-- YOUR ASSIGNMENT --
Which lines of the entries contain the word "down"? Please list them.

-- SUPPLIED MATERIAL --

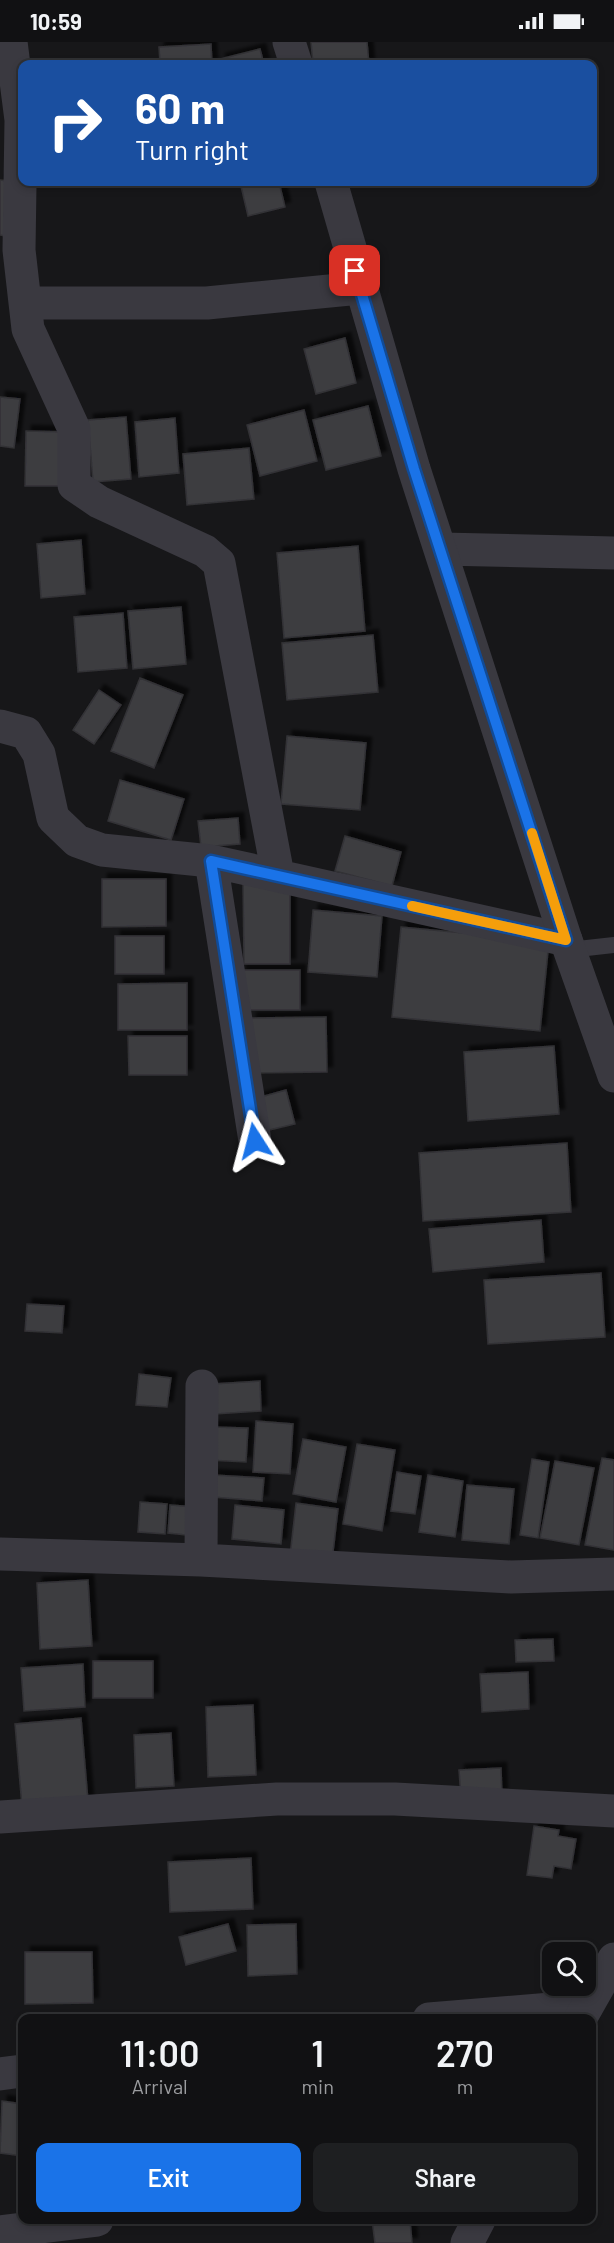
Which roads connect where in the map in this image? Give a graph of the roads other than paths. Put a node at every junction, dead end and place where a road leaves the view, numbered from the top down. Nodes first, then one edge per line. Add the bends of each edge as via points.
1 (11, 42) edge
2 (289, 42) edge
3 (295, 60) edge
4 (18, 92) edge
5 (18, 160) edge
6 (332, 186) edge
7 (9, 249) edge
8 (360, 288) junction
9 (25, 303) junction
10 (441, 549) junction
11 (614, 554) edge
12 (0, 726) edge
13 (211, 861) junction
14 (278, 875) junction
15 (567, 945) junction
16 (614, 945) edge
17 (614, 1076) edge
18 (255, 1141) dead end
19 (202, 1386) dead end
20 (0, 1554) edge
21 (201, 1560) junction
22 (614, 1574) edge
23 (614, 1811) edge
24 (0, 1817) edge
25 (613, 1963) edge
26 (583, 2013) edge
27 (557, 2014) edge
28 (18, 2072) edge
29 (0, 2074) edge
30 (65, 2224) edge
31 (476, 2224) edge
32 (0, 2232) edge
33 (467, 2243) edge

1 - 4 street
2 - 3 street
5 - 7 street
6 - 8 street
7 - 9 street
8 - 9 street via 207,303
8 - 10 street
9 - 14 street via 28,329 74,429 74,485 99,502 205,551 219,563
10 - 11 street
10 - 15 street
12 - 13 street via 26,733 39,754 53,818 77,841 102,850
13 - 14 street
13 - 18 street
14 - 15 street
15 - 16 lane
15 - 17 street
19 - 21 street
20 - 21 street
21 - 22 street via 511,1577
23 - 24 street via 395,1799 288,1799
25 - 26 street
26 - 27 street
28 - 29 street
30 - 32 street
31 - 33 street

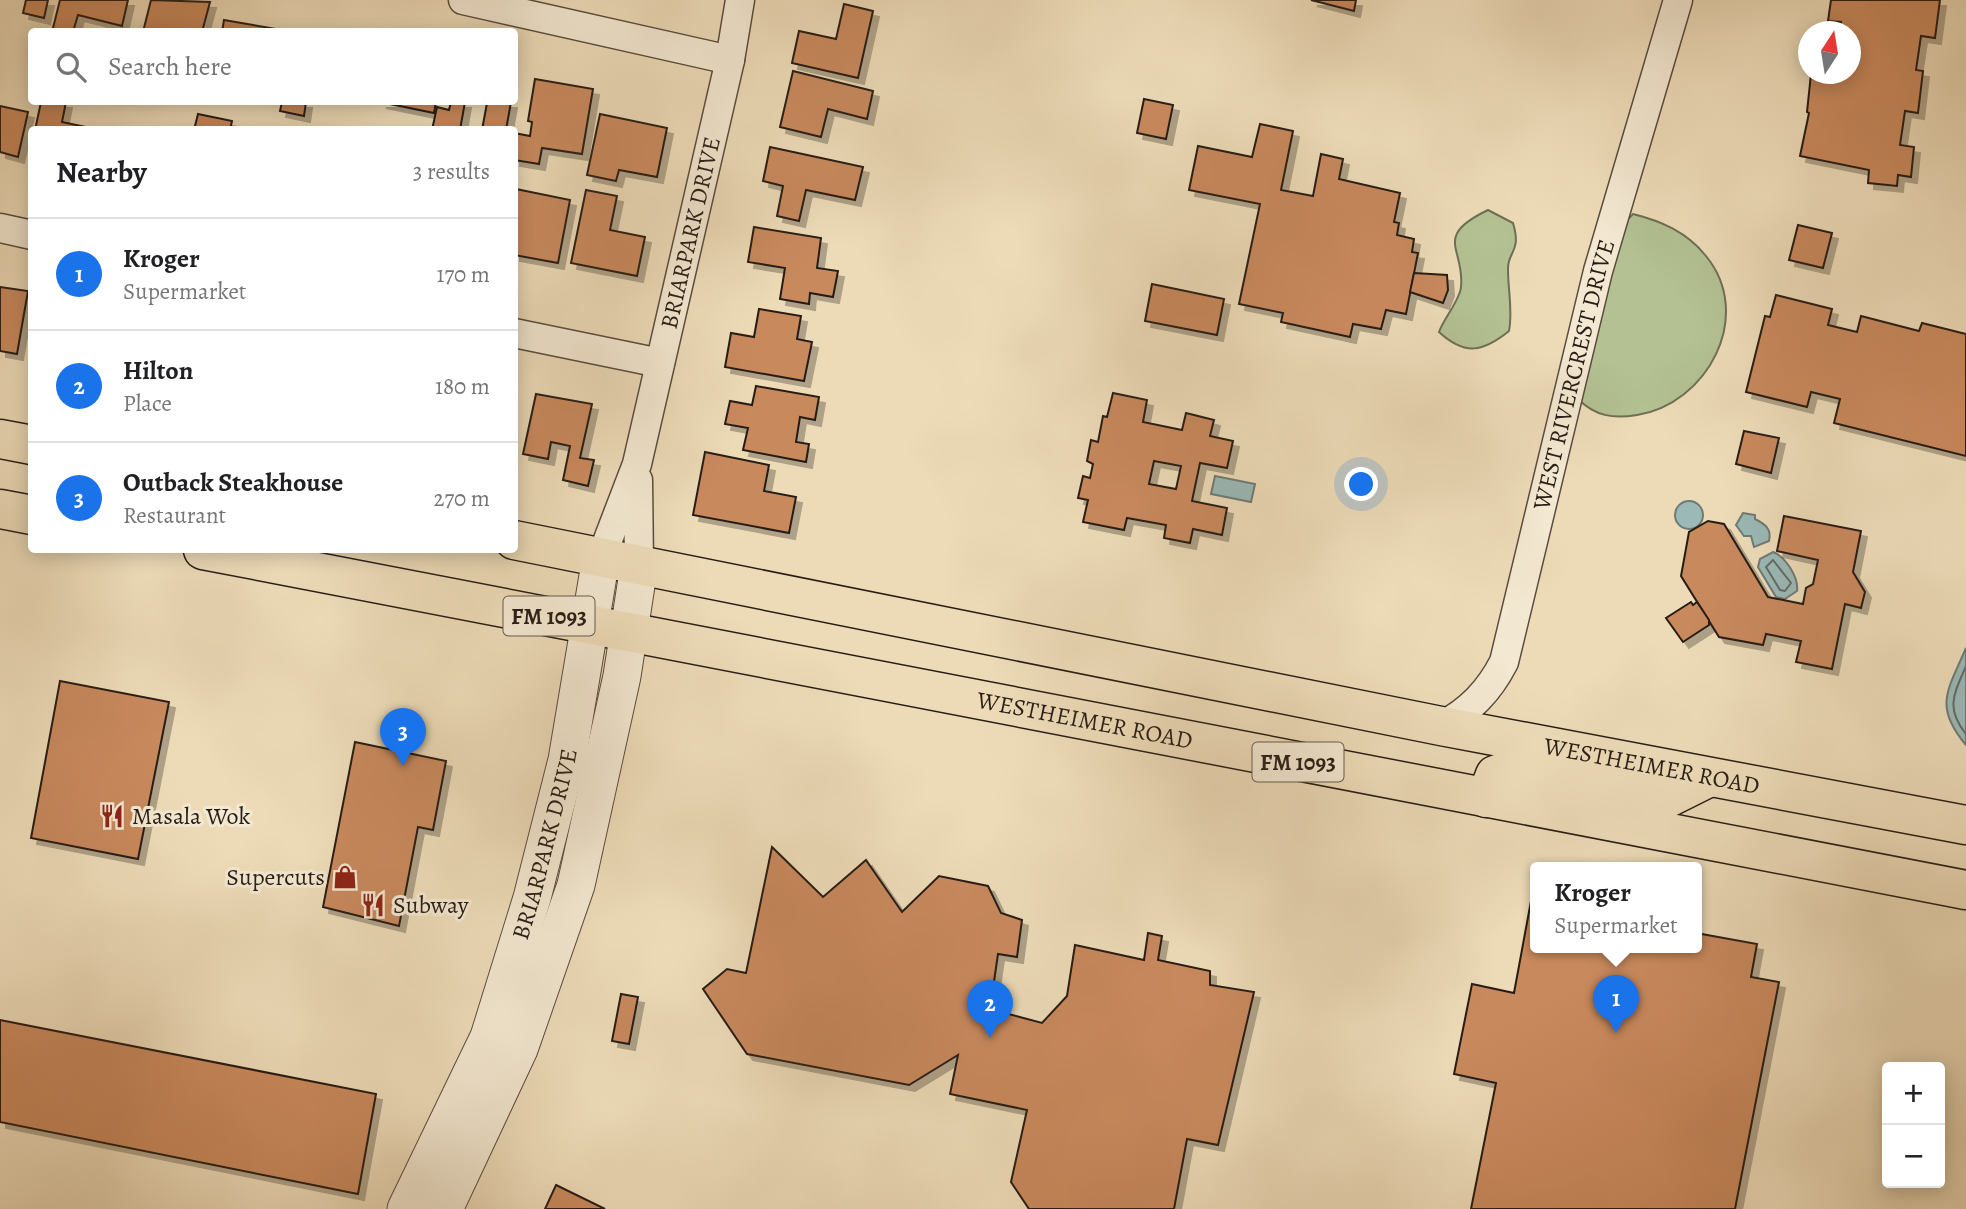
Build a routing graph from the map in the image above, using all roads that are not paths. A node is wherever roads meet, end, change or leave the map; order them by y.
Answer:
1 (463, 0) edge
2 (740, 0) edge
3 (1678, 0) edge
4 (730, 60) junction
5 (0, 228) edge
6 (28, 234) edge
7 (518, 334) edge
8 (660, 363) junction
9 (0, 439) edge
10 (28, 444) edge
11 (638, 464) junction
12 (0, 509) edge
13 (28, 514) edge
14 (518, 541) edge
15 (235, 553) edge
16 (277, 557) edge
17 (601, 558) junction
18 (639, 566) junction
19 (589, 624) junction
20 (629, 632) junction
21 (1441, 726) junction
22 (1708, 778) junction
23 (1486, 798) junction
24 (1966, 825) edge
25 (1966, 890) edge
26 (504, 1043) junction
27 (406, 1209) edge
28 (444, 1209) edge

1 - 4 street
2 - 4 street, BRIARPARK DRIVE
3 - 21 street, WEST RIVERCREST DRIVE
4 - 8 street, BRIARPARK DRIVE
5 - 6 street
7 - 8 street
8 - 11 street, BRIARPARK DRIVE
9 - 10 main road
11 - 17 street, BRIARPARK DRIVE
11 - 18 street, BRIARPARK DRIVE
12 - 13 main road
14 - 17 main road, WESTHEIMER ROAD / FM 1093
15 - 16 main road, WESTHEIMER ROAD / FM 1093
16 - 19 main road, WESTHEIMER ROAD / FM 1093
17 - 18 main road, WESTHEIMER ROAD / FM 1093
17 - 19 street, BRIARPARK DRIVE
18 - 20 street, BRIARPARK DRIVE
18 - 21 main road, WESTHEIMER ROAD / FM 1093
19 - 20 main road, WESTHEIMER ROAD / FM 1093
19 - 26 street, BRIARPARK DRIVE
20 - 23 main road, WESTHEIMER ROAD / FM 1093
20 - 26 street, BRIARPARK DRIVE
21 - 22 main road, WESTHEIMER ROAD / FM 1093
22 - 23 main road
22 - 24 main road, WESTHEIMER ROAD / FM 1093
23 - 25 main road, WESTHEIMER ROAD / FM 1093
26 - 27 street, BRIARPARK DRIVE
26 - 28 street, BRIARPARK DRIVE

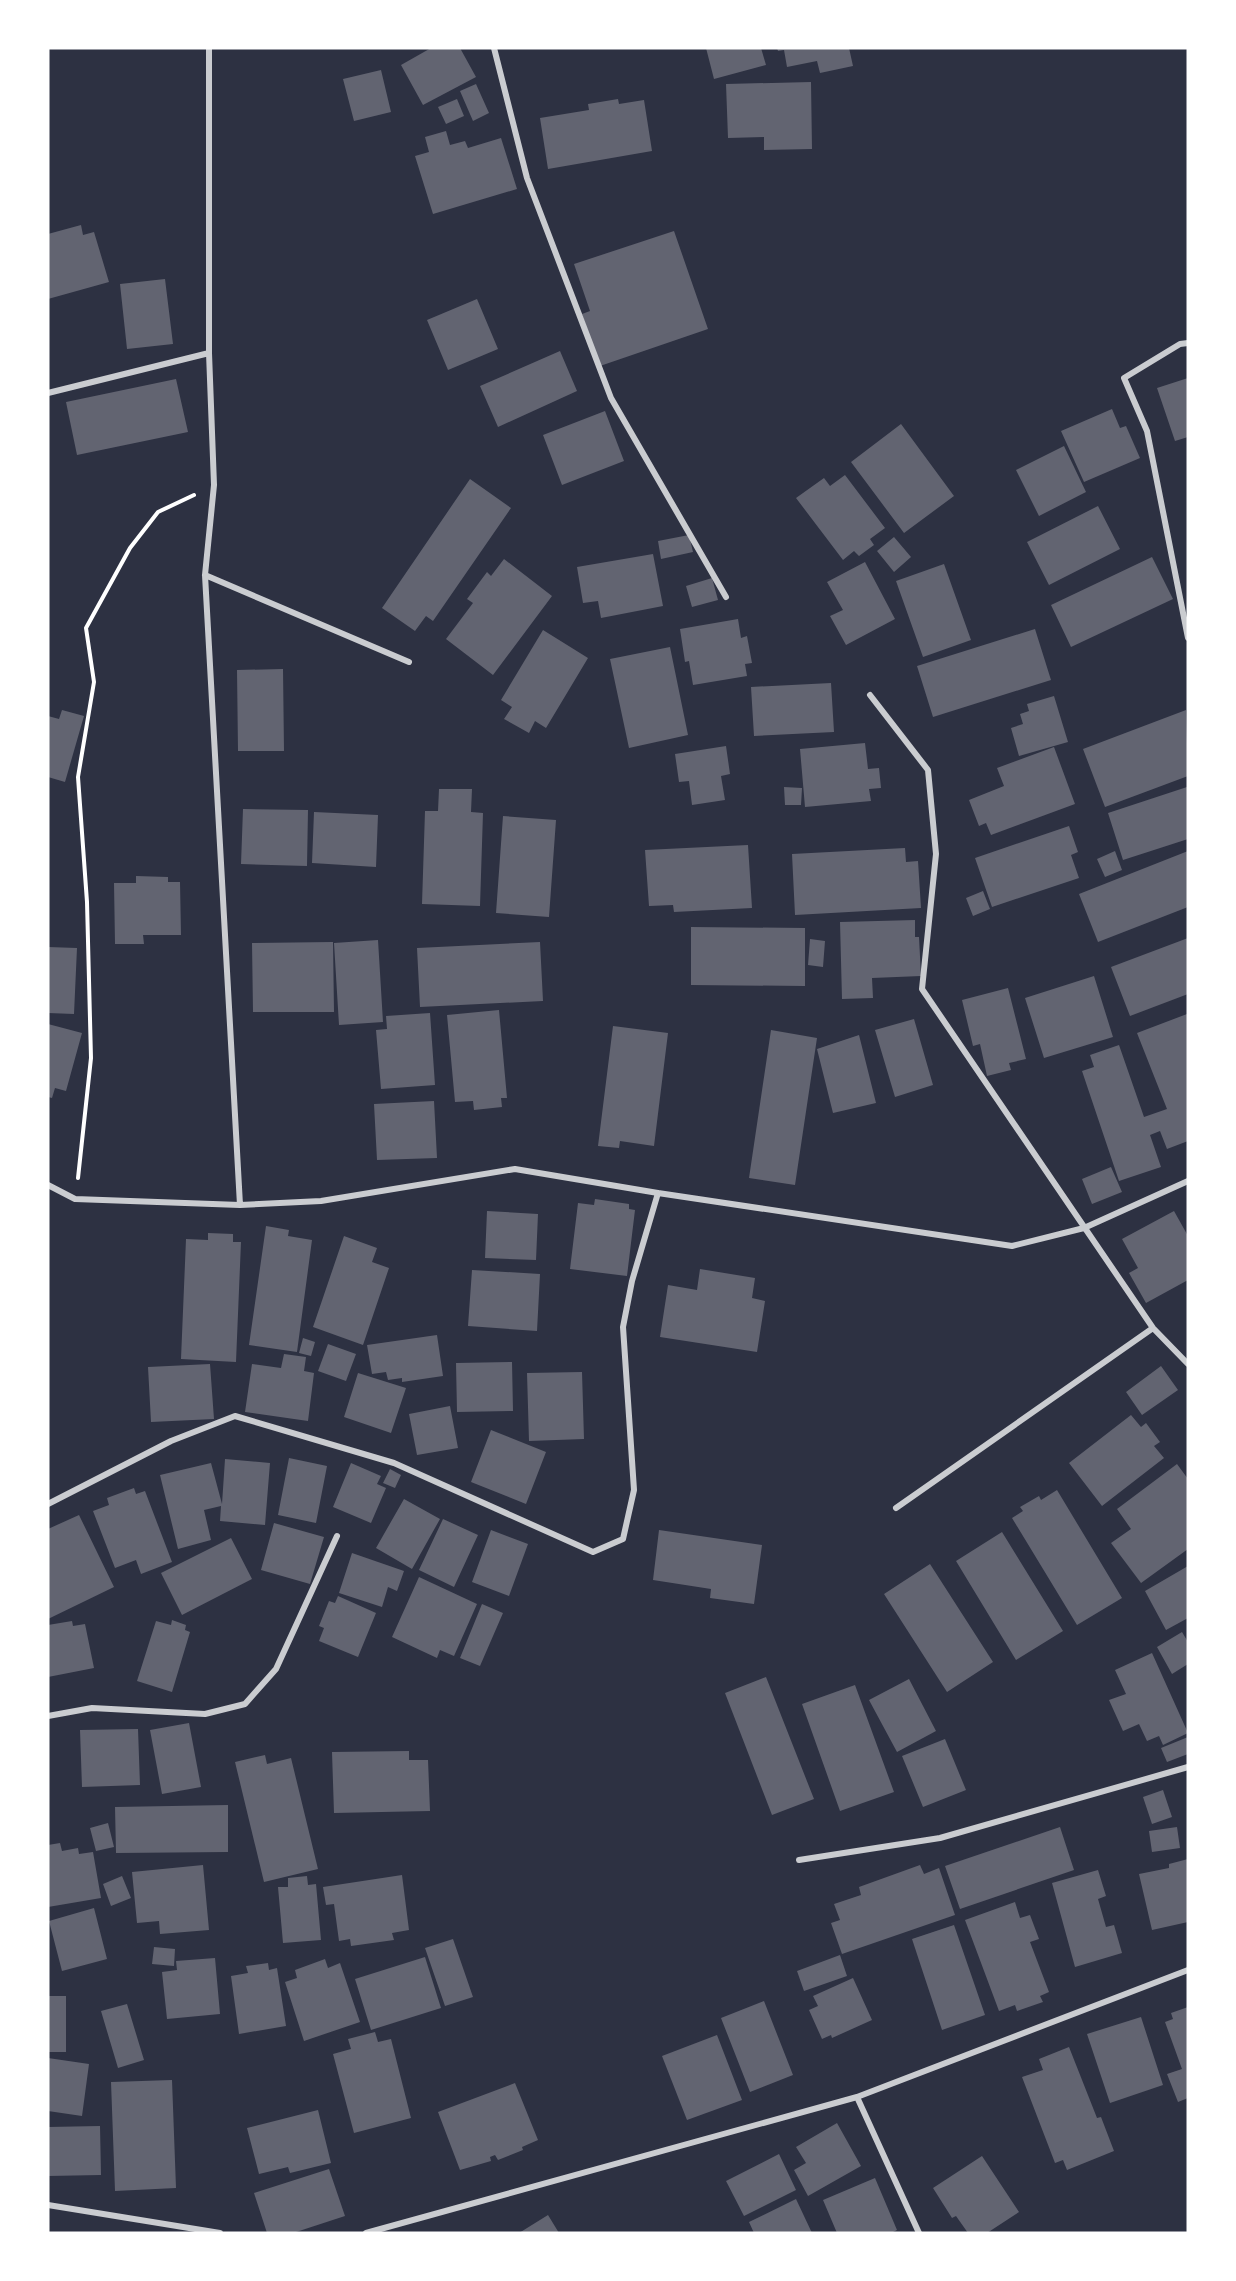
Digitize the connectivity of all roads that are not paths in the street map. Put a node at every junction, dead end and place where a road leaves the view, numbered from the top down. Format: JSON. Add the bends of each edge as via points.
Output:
{"nodes":[{"id":1,"x":209,"y":48,"type":"edge"},
{"id":2,"x":494,"y":48,"type":"edge"},
{"id":3,"x":1188,"y":343,"type":"edge"},
{"id":4,"x":209,"y":353,"type":"junction"},
{"id":5,"x":48,"y":393,"type":"edge"},
{"id":6,"x":205,"y":575,"type":"junction"},
{"id":7,"x":726,"y":597,"type":"dead end"},
{"id":8,"x":1188,"y":638,"type":"edge"},
{"id":9,"x":409,"y":662,"type":"dead end"},
{"id":10,"x":870,"y":695,"type":"dead end"},
{"id":11,"x":1188,"y":1181,"type":"edge"},
{"id":12,"x":48,"y":1185,"type":"edge"},
{"id":13,"x":658,"y":1193,"type":"junction"},
{"id":14,"x":240,"y":1205,"type":"junction"},
{"id":15,"x":1084,"y":1228,"type":"junction"},
{"id":16,"x":1154,"y":1328,"type":"junction"},
{"id":17,"x":1188,"y":1364,"type":"edge"},
{"id":18,"x":48,"y":1504,"type":"edge"},
{"id":19,"x":896,"y":1508,"type":"dead end"},
{"id":20,"x":337,"y":1536,"type":"dead end"},
{"id":21,"x":48,"y":1716,"type":"edge"},
{"id":22,"x":1188,"y":1767,"type":"edge"},
{"id":23,"x":799,"y":1860,"type":"dead end"},
{"id":24,"x":1188,"y":1970,"type":"edge"},
{"id":25,"x":857,"y":2097,"type":"junction"},
{"id":26,"x":48,"y":2205,"type":"edge"},
{"id":27,"x":220,"y":2233,"type":"edge"},
{"id":28,"x":366,"y":2233,"type":"edge"},
{"id":29,"x":919,"y":2233,"type":"edge"}],
"edges":[{"from":1,"to":4,"type":"street"},
{"from":2,"to":7,"type":"street","via":[[527,178],[611,398]]},
{"from":3,"to":8,"type":"street","via":[[1124,378],[1147,431]]},
{"from":4,"to":5,"type":"street"},
{"from":4,"to":6,"type":"street","via":[[214,485]]},
{"from":6,"to":9,"type":"street"},
{"from":6,"to":14,"type":"street"},
{"from":10,"to":15,"type":"street","via":[[928,770],[936,854],[922,989]]},
{"from":11,"to":15,"type":"street"},
{"from":12,"to":14,"type":"street","via":[[75,1199]]},
{"from":13,"to":14,"type":"street","via":[[515,1169],[321,1201]]},
{"from":13,"to":15,"type":"street","via":[[1012,1246]]},
{"from":13,"to":18,"type":"street","via":[[623,1327],[634,1490],[623,1539],[592,1552],[394,1463],[235,1416],[171,1441]]},
{"from":15,"to":16,"type":"street"},
{"from":16,"to":17,"type":"street"},
{"from":16,"to":19,"type":"street"},
{"from":20,"to":21,"type":"street","via":[[276,1669],[245,1704],[205,1714],[92,1708]]},
{"from":22,"to":23,"type":"street","via":[[939,1838]]},
{"from":24,"to":25,"type":"street"},
{"from":25,"to":28,"type":"street"},
{"from":25,"to":29,"type":"street"},
{"from":26,"to":27,"type":"street"}]}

-- TASK ANSWER --
Which roads connect where in the map in this image? Give a graph of the roads other than paths. Put a node at every junction, dead end and place where a road leaves the view, numbered from the top down. Nodes first, then one edge per line. Add the bends of each edge as via points.
Digitize the connectivity of all roads that are not paths in the street map. Put a node at every junction, dead end and place where a road leaves the view, numbered from the top down. Format: JSON. Add the bends of each edge as via points.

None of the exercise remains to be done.